WHAT THE EXERCISE ASKS
Whenever the word "VINÍCIUS" turns up in a line below, that line should be copied.

RECORDS TO PROCESS
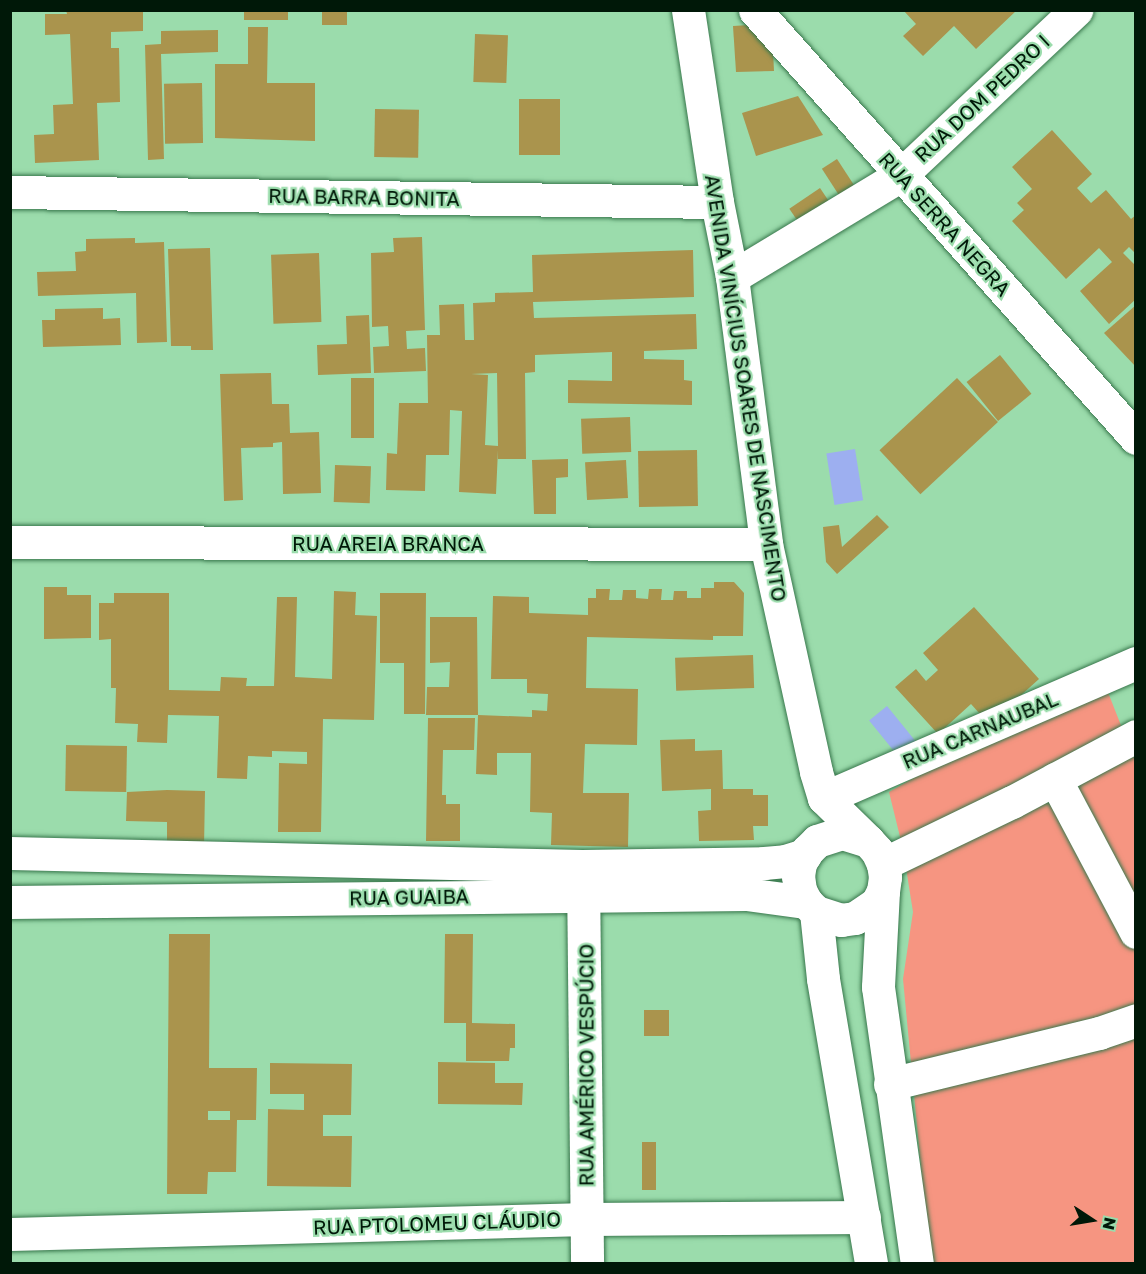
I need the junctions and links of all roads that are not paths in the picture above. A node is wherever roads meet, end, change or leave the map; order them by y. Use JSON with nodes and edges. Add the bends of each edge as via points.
{"nodes":[{"id":1,"x":688,"y":10,"type":"edge"},
{"id":2,"x":755,"y":10,"type":"edge"},
{"id":3,"x":1076,"y":10,"type":"edge"},
{"id":4,"x":900,"y":175,"type":"junction"},
{"id":5,"x":10,"y":192,"type":"edge"},
{"id":6,"x":717,"y":202,"type":"junction"},
{"id":7,"x":732,"y":277,"type":"junction"},
{"id":8,"x":1135,"y":437,"type":"edge"},
{"id":9,"x":10,"y":542,"type":"edge"},
{"id":10,"x":766,"y":544,"type":"junction"},
{"id":11,"x":1136,"y":663,"type":"edge"},
{"id":12,"x":1136,"y":736,"type":"edge"},
{"id":13,"x":1055,"y":779,"type":"junction"},
{"id":14,"x":824,"y":798,"type":"junction"},
{"id":15,"x":10,"y":853,"type":"edge"},
{"id":16,"x":806,"y":853,"type":"junction"},
{"id":17,"x":878,"y":865,"type":"junction"},
{"id":18,"x":584,"y":880,"type":"junction"},
{"id":19,"x":10,"y":902,"type":"edge"},
{"id":20,"x":811,"y":907,"type":"junction"},
{"id":21,"x":1136,"y":932,"type":"edge"},
{"id":22,"x":1136,"y":1020,"type":"edge"},
{"id":23,"x":890,"y":1084,"type":"junction"},
{"id":24,"x":864,"y":1217,"type":"junction"},
{"id":25,"x":587,"y":1219,"type":"junction"},
{"id":26,"x":10,"y":1234,"type":"edge"},
{"id":27,"x":587,"y":1263,"type":"edge"},
{"id":28,"x":872,"y":1263,"type":"edge"},
{"id":29,"x":917,"y":1263,"type":"edge"}],
"edges":[{"from":1,"to":6,"type":"street","name":"AVENIDA VINÍCIUS SOARES DE NASCIMENTO"},
{"from":2,"to":4,"type":"street","name":"RUA SERRA NEGRA"},
{"from":3,"to":4,"type":"street","name":"RUA DOM PEDRO I"},
{"from":4,"to":7,"type":"street","name":"RUA DOM PEDRO I"},
{"from":4,"to":8,"type":"street","name":"RUA SERRA NEGRA"},
{"from":5,"to":6,"type":"street","name":"RUA BARRA BONITA"},
{"from":6,"to":7,"type":"street","name":"AVENIDA VINÍCIUS SOARES DE NASCIMENTO"},
{"from":7,"to":10,"type":"street","name":"AVENIDA VINÍCIUS SOARES DE NASCIMENTO"},
{"from":9,"to":10,"type":"street","name":"RUA AREIA BRANCA"},
{"from":10,"to":14,"type":"street","name":"AVENIDA VINÍCIUS SOARES DE NASCIMENTO"},
{"from":11,"to":14,"type":"street","name":"RUA CARNAUBAL"},
{"from":12,"to":13,"type":"street"},
{"from":13,"to":17,"type":"street"},
{"from":13,"to":21,"type":"street"},
{"from":14,"to":16,"type":"street"},
{"from":14,"to":17,"type":"street"},
{"from":15,"to":18,"type":"street","name":"RUA GUAIBA"},
{"from":16,"to":17,"type":"street","via":[[817,841],[842,833]]},
{"from":16,"to":18,"type":"street","name":"RUA GUAIBA","via":[[785,861]]},
{"from":16,"to":20,"type":"street","via":[[798,876],[800,890]]},
{"from":17,"to":20,"type":"street","via":[[872,908],[855,918],[841,920]]},
{"from":17,"to":23,"type":"street","via":[[878,987]]},
{"from":18,"to":19,"type":"street","name":"RUA GUAIBA"},
{"from":18,"to":20,"type":"street","name":"RUA GUAIBA","via":[[746,894]]},
{"from":18,"to":25,"type":"street","name":"RUA AMÉRICO VESPÚCIO"},
{"from":20,"to":24,"type":"street"},
{"from":22,"to":23,"type":"street","via":[[1099,1033]]},
{"from":23,"to":29,"type":"street"},
{"from":24,"to":25,"type":"street","name":"RUA PTOLOMEU CLÁUDIO"},
{"from":24,"to":28,"type":"street"},
{"from":25,"to":26,"type":"street","name":"RUA PTOLOMEU CLÁUDIO"},
{"from":25,"to":27,"type":"street","name":"RUA AMÉRICO VESPÚCIO"}]}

RESULT OF THIS TASK
"edges":[{"from":1,"to":6,"type":"street","name":"AVENIDA VINÍCIUS SOARES DE NASCIMENTO"},
{"from":6,"to":7,"type":"street","name":"AVENIDA VINÍCIUS SOARES DE NASCIMENTO"},
{"from":7,"to":10,"type":"street","name":"AVENIDA VINÍCIUS SOARES DE NASCIMENTO"},
{"from":10,"to":14,"type":"street","name":"AVENIDA VINÍCIUS SOARES DE NASCIMENTO"},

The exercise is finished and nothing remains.